Find all the possible emojis like 😀

In [433]:
regex = r'[^ ][\u263a-\U0001f645]'
count = 0
emojis = dict()

for tweet in tweets:
    result = re.findall(regex, tweet)
    # If a result was found it is stored in the dictionary
    if result:
        # iterate over the resulting list and store each element
        for r in result:
            count += 1
            # if the hashtag is in the dictionary increase the frequency by one
            if r in emojis:
                emojis[r] += 1
            # store the element with frequency 1
            else:
                emojis[r] = 1
                
# Sort the dictionary in descent order by value or frequencey of hashtag
emojis = dict(sorted(emojis.items(), key=lambda item: item[1], reverse=True))

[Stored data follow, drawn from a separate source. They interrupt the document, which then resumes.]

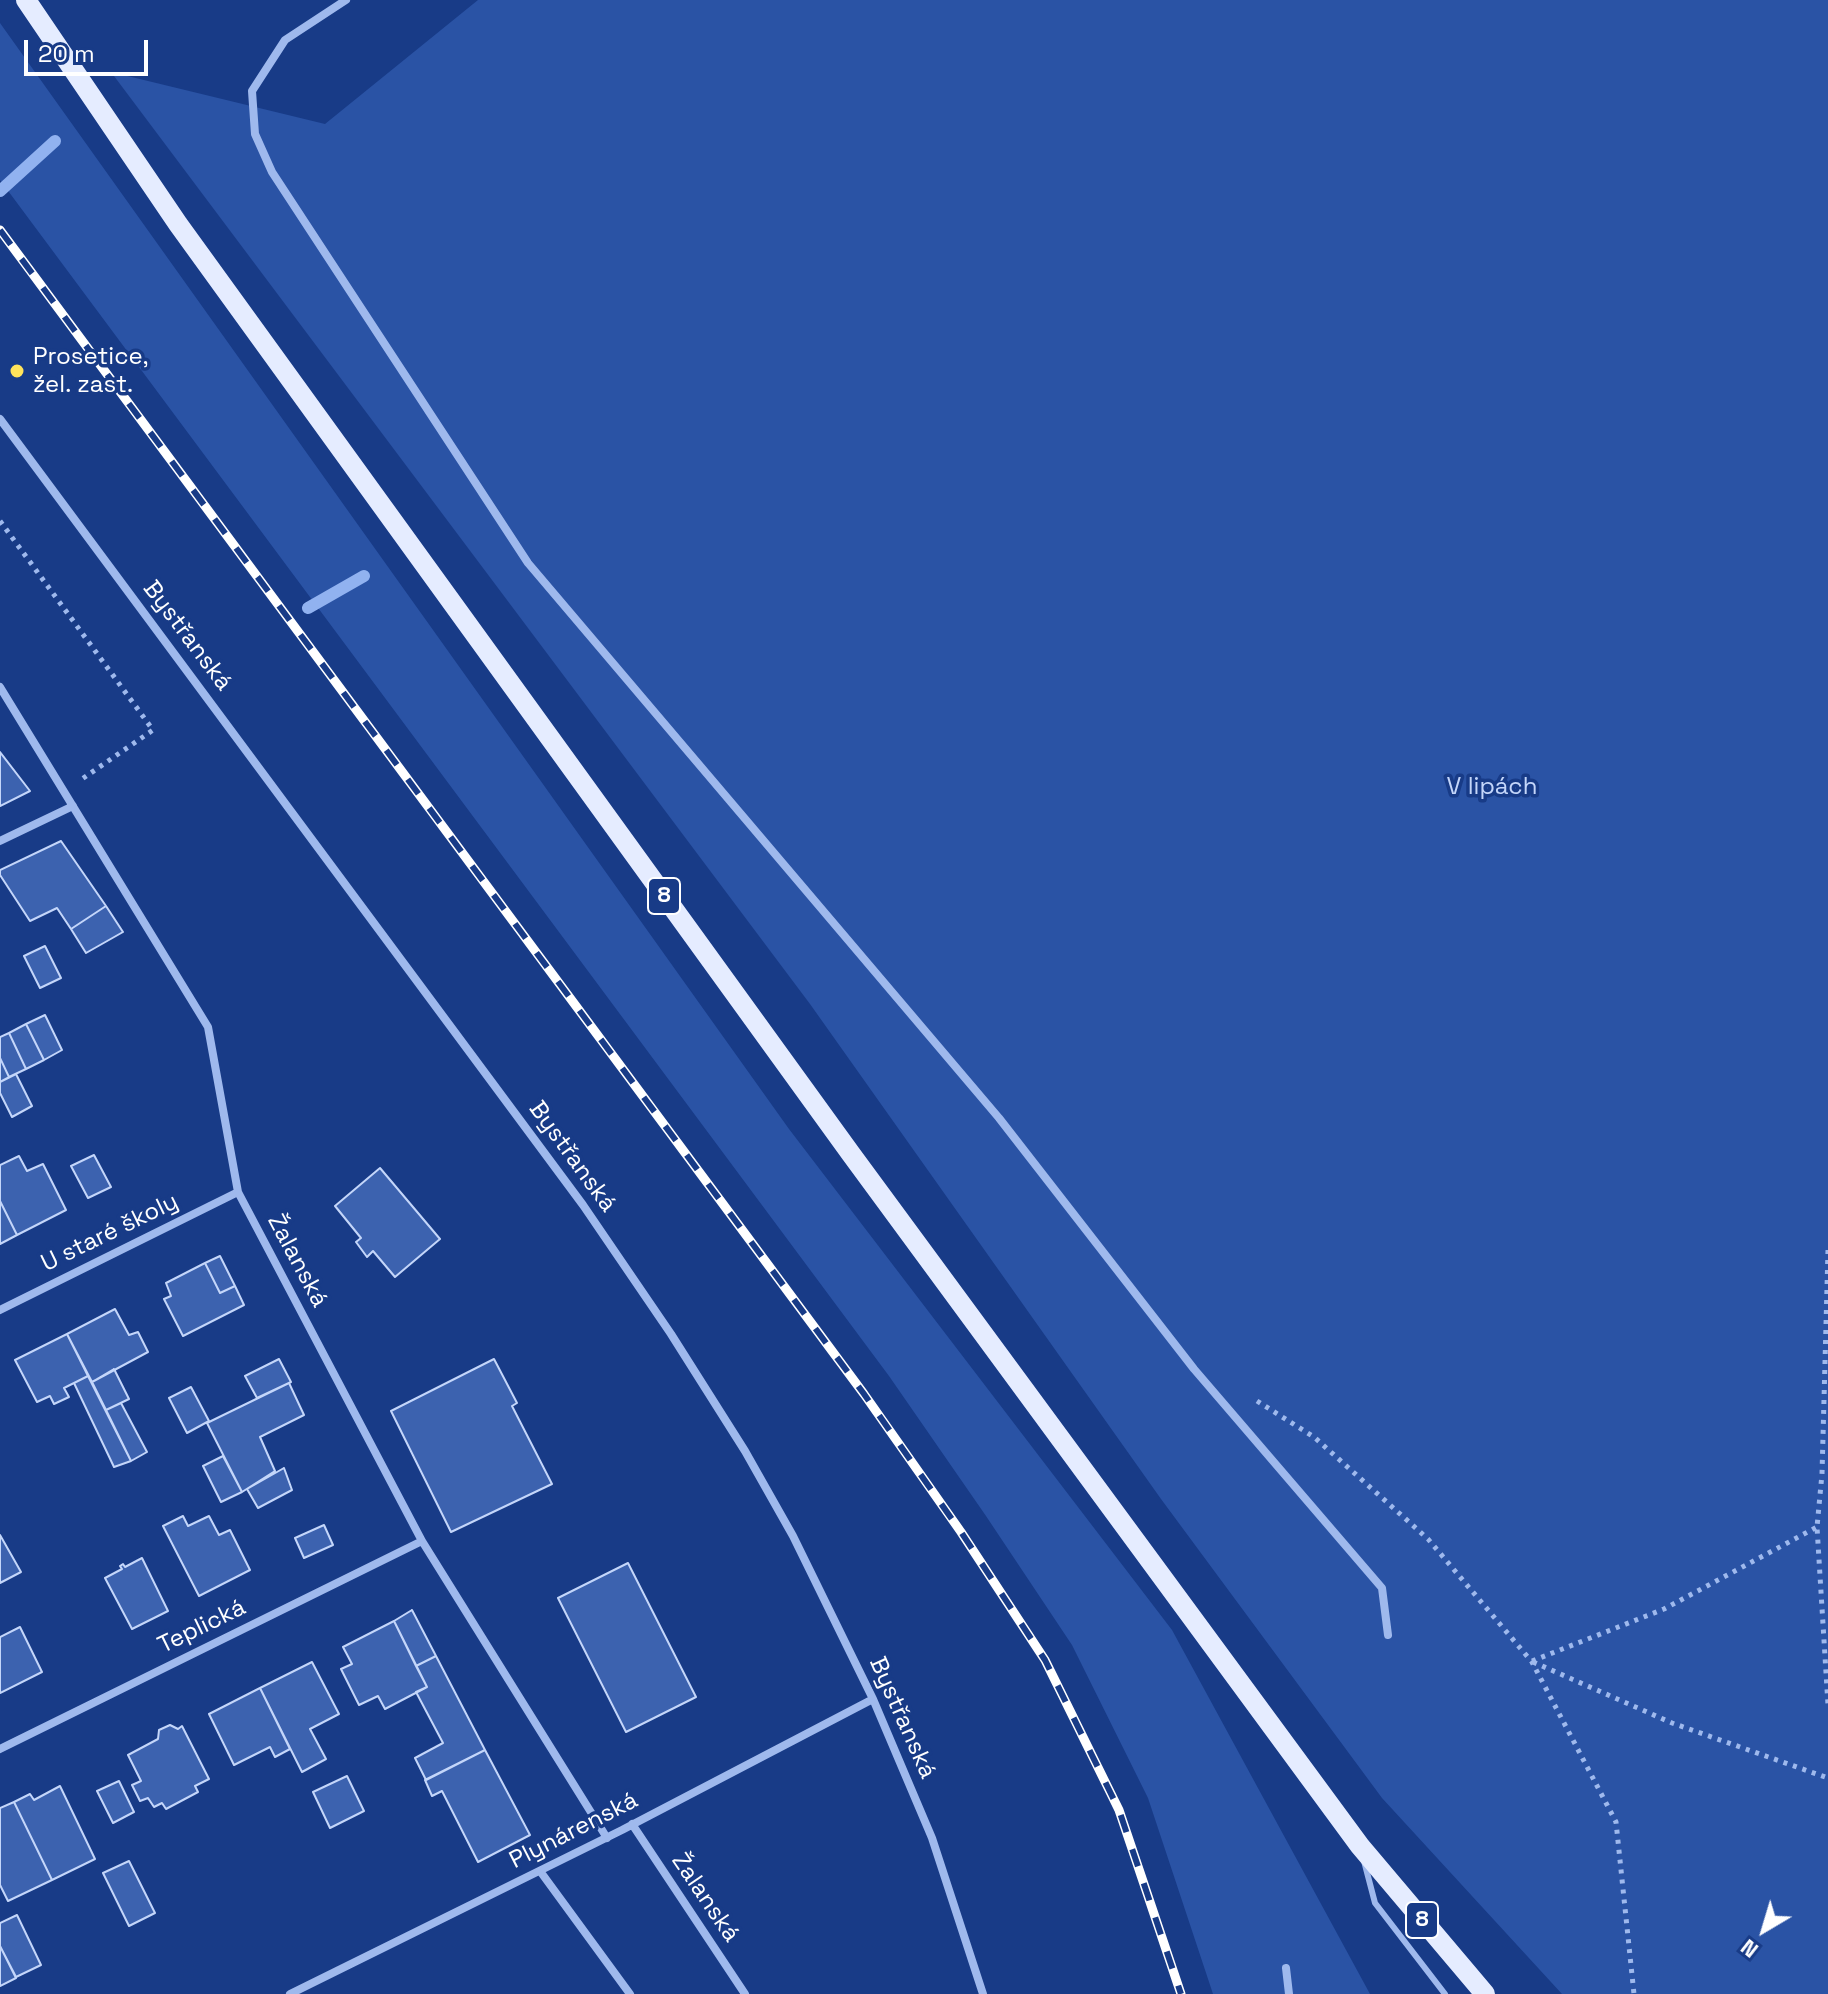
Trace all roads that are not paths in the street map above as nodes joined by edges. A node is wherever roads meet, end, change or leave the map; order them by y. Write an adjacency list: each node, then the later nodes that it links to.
1 (26, 0): 15 (main road, 8)
2 (346, 0): 10 (street)
3 (0, 419): 11 (street, Bystřanská)
4 (0, 687): 5 (street, Žalanská)
5 (73, 806): 6 (street); 7 (street, Žalanská)
6 (0, 841)
7 (238, 1192): 8 (street, U staré školy); 9 (street, Žalanská)
8 (0, 1310)
9 (422, 1541): 12 (street, Teplická); 14 (street, Žalanská)
10 (1388, 1635)
11 (873, 1699): 13 (street, Plynárenská); 21 (street, Bystřanská)
12 (0, 1749)
13 (632, 1824): 14 (street, Plynárenská); 20 (street, Žalanská)
14 (607, 1838): 16 (street, Plynárenská)
15 (1360, 1846): 23 (lane); 24 (main road, 8)
16 (540, 1871): 18 (street, Plynárenská); 19 (street)
17 (1286, 1968): 22 (street)
18 (290, 1994)
19 (630, 1994)
20 (745, 1994)
21 (983, 1994)
22 (1289, 1994)
23 (1445, 1994)
24 (1485, 1994)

print(f'Frequency {count}')
# Iterate over the first 10 elements of the dictionary
for i, (key, value) in enumerate(emojis.items()):
    if i < 10:
        print(f"{key} --- {value}")
    else:
        break

Frequency 502
❤️ --- 28
😭😭 --- 18
🙏🏻 --- 12
‍♀ --- 9
‍♂ --- 7
🫶🏻 --- 7
‍💫 --- 6
🤷😂 --- 6
"⠀ --- 6
⚽⚽ --- 6